• _INPUT MATERIAL_:

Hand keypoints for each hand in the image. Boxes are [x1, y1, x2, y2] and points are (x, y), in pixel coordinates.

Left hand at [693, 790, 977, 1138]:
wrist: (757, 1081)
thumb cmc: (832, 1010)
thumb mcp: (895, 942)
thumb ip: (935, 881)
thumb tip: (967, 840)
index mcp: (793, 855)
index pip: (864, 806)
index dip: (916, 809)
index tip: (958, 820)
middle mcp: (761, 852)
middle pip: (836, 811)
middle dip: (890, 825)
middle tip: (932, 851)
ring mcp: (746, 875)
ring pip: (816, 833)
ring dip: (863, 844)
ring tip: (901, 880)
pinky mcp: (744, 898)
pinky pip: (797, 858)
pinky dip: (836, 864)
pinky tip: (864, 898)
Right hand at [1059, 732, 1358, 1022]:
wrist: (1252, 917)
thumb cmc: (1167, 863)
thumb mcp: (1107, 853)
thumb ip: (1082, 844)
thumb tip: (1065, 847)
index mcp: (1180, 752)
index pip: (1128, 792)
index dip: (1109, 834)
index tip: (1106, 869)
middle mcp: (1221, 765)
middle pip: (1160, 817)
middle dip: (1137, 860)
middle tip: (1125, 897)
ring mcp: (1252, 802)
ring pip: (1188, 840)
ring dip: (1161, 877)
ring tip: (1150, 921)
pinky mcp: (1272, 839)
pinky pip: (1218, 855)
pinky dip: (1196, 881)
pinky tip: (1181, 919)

==

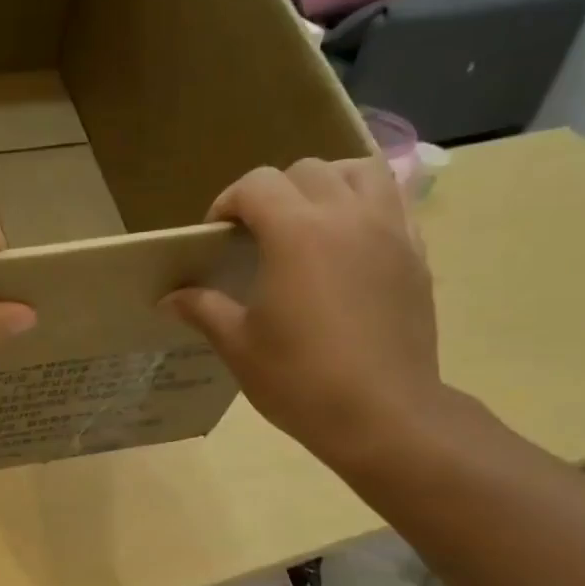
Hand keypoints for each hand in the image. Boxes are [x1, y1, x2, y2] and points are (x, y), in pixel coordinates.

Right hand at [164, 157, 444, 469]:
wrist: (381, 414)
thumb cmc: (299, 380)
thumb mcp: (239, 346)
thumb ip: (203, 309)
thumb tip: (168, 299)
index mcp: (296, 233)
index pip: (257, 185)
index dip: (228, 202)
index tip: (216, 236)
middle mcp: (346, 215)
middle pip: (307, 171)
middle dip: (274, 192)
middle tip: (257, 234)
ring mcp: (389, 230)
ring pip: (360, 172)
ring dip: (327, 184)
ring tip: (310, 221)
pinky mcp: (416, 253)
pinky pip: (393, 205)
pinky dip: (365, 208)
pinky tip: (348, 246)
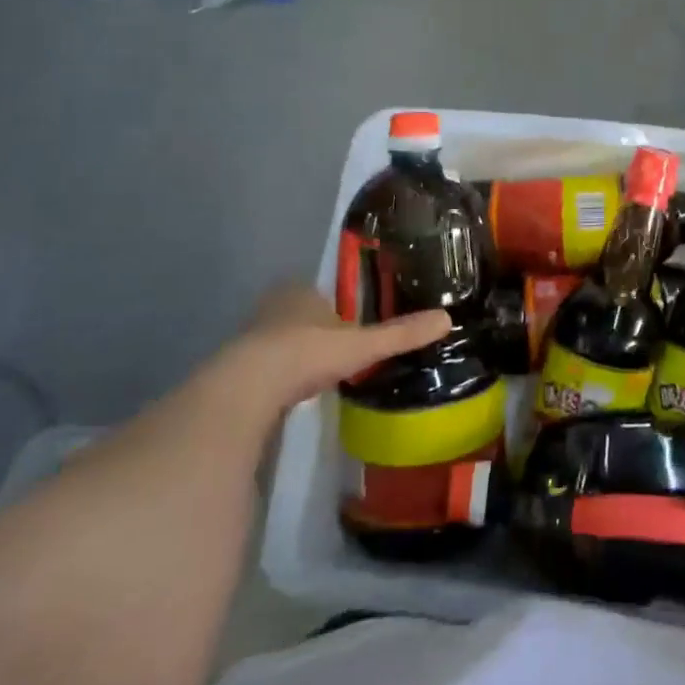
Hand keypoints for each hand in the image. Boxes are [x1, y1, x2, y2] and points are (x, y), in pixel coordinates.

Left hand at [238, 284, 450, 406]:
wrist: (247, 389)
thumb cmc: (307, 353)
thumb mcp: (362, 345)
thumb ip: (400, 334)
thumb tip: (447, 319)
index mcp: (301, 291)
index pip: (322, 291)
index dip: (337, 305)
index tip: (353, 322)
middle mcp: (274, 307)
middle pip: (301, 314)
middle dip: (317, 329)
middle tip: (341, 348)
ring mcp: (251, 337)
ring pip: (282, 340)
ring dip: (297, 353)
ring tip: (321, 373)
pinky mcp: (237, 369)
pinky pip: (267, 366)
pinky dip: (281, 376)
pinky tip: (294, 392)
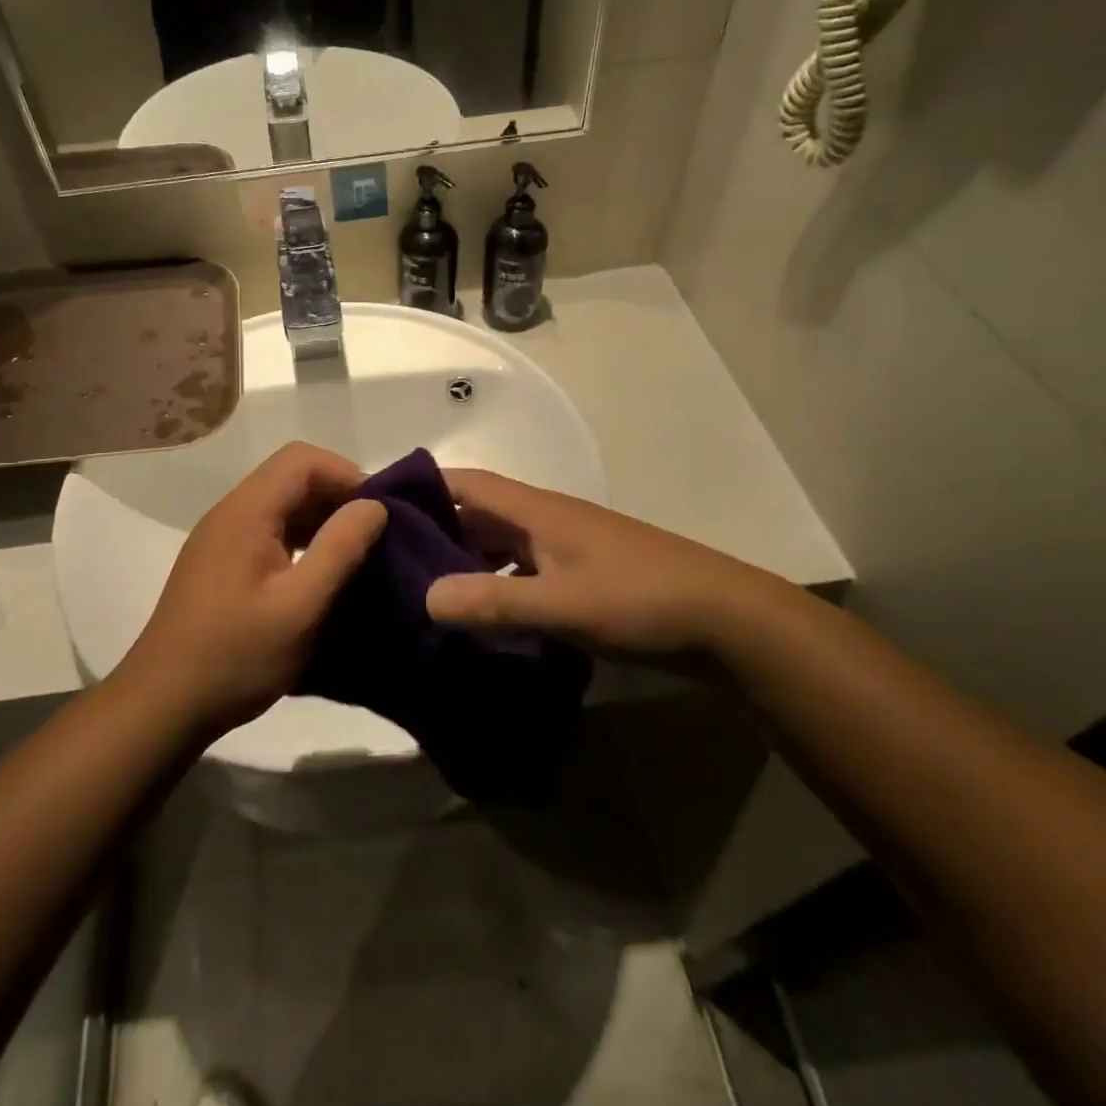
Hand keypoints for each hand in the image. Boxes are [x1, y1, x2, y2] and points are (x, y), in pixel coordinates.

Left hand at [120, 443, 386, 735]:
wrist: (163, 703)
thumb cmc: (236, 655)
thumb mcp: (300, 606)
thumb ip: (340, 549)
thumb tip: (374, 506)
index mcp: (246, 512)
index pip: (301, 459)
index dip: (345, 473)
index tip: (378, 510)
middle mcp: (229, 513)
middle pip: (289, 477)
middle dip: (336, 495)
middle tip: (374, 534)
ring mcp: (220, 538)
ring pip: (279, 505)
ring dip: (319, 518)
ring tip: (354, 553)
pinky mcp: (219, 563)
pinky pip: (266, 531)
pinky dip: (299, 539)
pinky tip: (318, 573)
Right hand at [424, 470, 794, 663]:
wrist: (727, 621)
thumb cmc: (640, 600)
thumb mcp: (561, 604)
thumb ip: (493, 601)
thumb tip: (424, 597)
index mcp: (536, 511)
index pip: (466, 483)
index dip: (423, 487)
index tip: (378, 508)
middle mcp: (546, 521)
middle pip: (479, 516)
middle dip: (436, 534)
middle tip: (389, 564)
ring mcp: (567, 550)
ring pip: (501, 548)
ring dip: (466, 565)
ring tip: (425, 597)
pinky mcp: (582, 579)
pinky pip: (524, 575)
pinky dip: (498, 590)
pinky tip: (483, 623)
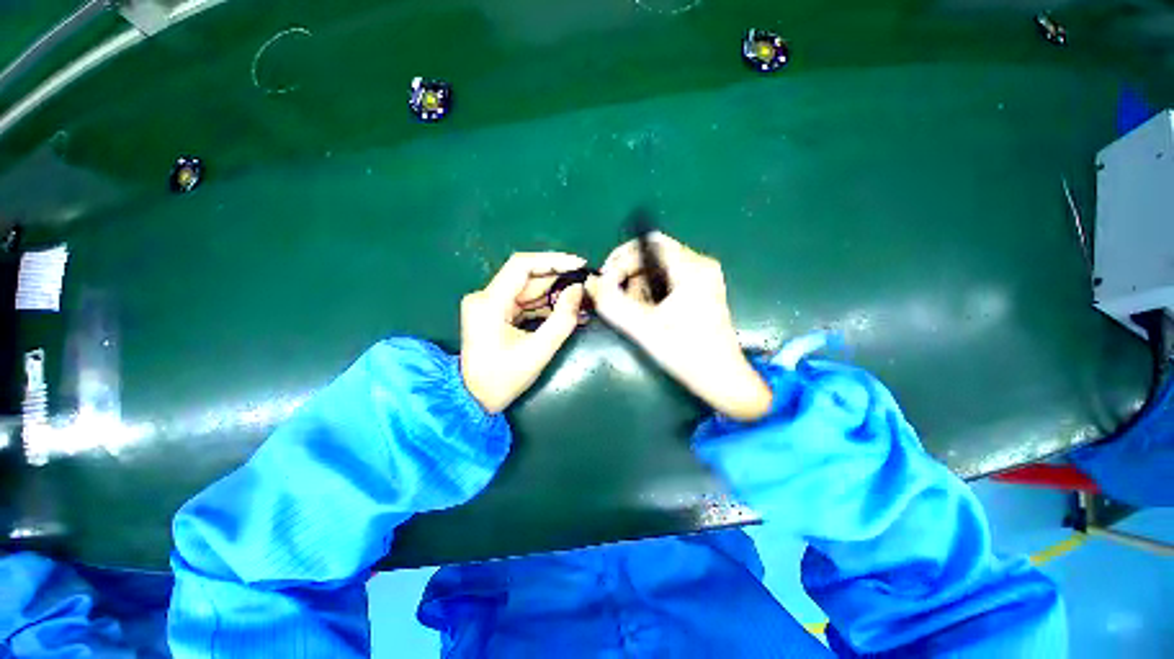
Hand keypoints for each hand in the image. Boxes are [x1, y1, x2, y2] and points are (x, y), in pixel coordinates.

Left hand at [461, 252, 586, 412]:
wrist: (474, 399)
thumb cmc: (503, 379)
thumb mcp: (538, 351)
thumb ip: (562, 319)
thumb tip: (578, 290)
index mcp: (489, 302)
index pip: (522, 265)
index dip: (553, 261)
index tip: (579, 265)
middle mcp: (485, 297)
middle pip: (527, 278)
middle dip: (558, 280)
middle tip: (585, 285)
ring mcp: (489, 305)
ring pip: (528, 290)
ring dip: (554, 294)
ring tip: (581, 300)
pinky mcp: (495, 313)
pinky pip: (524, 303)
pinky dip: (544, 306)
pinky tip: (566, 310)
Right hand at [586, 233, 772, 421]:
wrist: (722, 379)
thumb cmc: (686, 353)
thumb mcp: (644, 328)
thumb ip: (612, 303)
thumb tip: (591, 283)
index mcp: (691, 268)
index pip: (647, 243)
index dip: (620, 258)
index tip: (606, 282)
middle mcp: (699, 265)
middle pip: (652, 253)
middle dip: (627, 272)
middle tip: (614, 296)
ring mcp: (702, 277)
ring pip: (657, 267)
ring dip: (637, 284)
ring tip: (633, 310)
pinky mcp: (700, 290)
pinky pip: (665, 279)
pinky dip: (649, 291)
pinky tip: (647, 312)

• _EXERCISE INSTRUCTIONS_:
Using the material above, report each line where "wrist" occurs.

• _FINISHED EXERCISE_:
wrist: (757, 1081)
wrist: (1252, 917)
wrist: (381, 414)
wrist: (247, 389)
wrist: (163, 703)
wrist: (727, 621)
wrist: (474, 399)
wrist: (722, 379)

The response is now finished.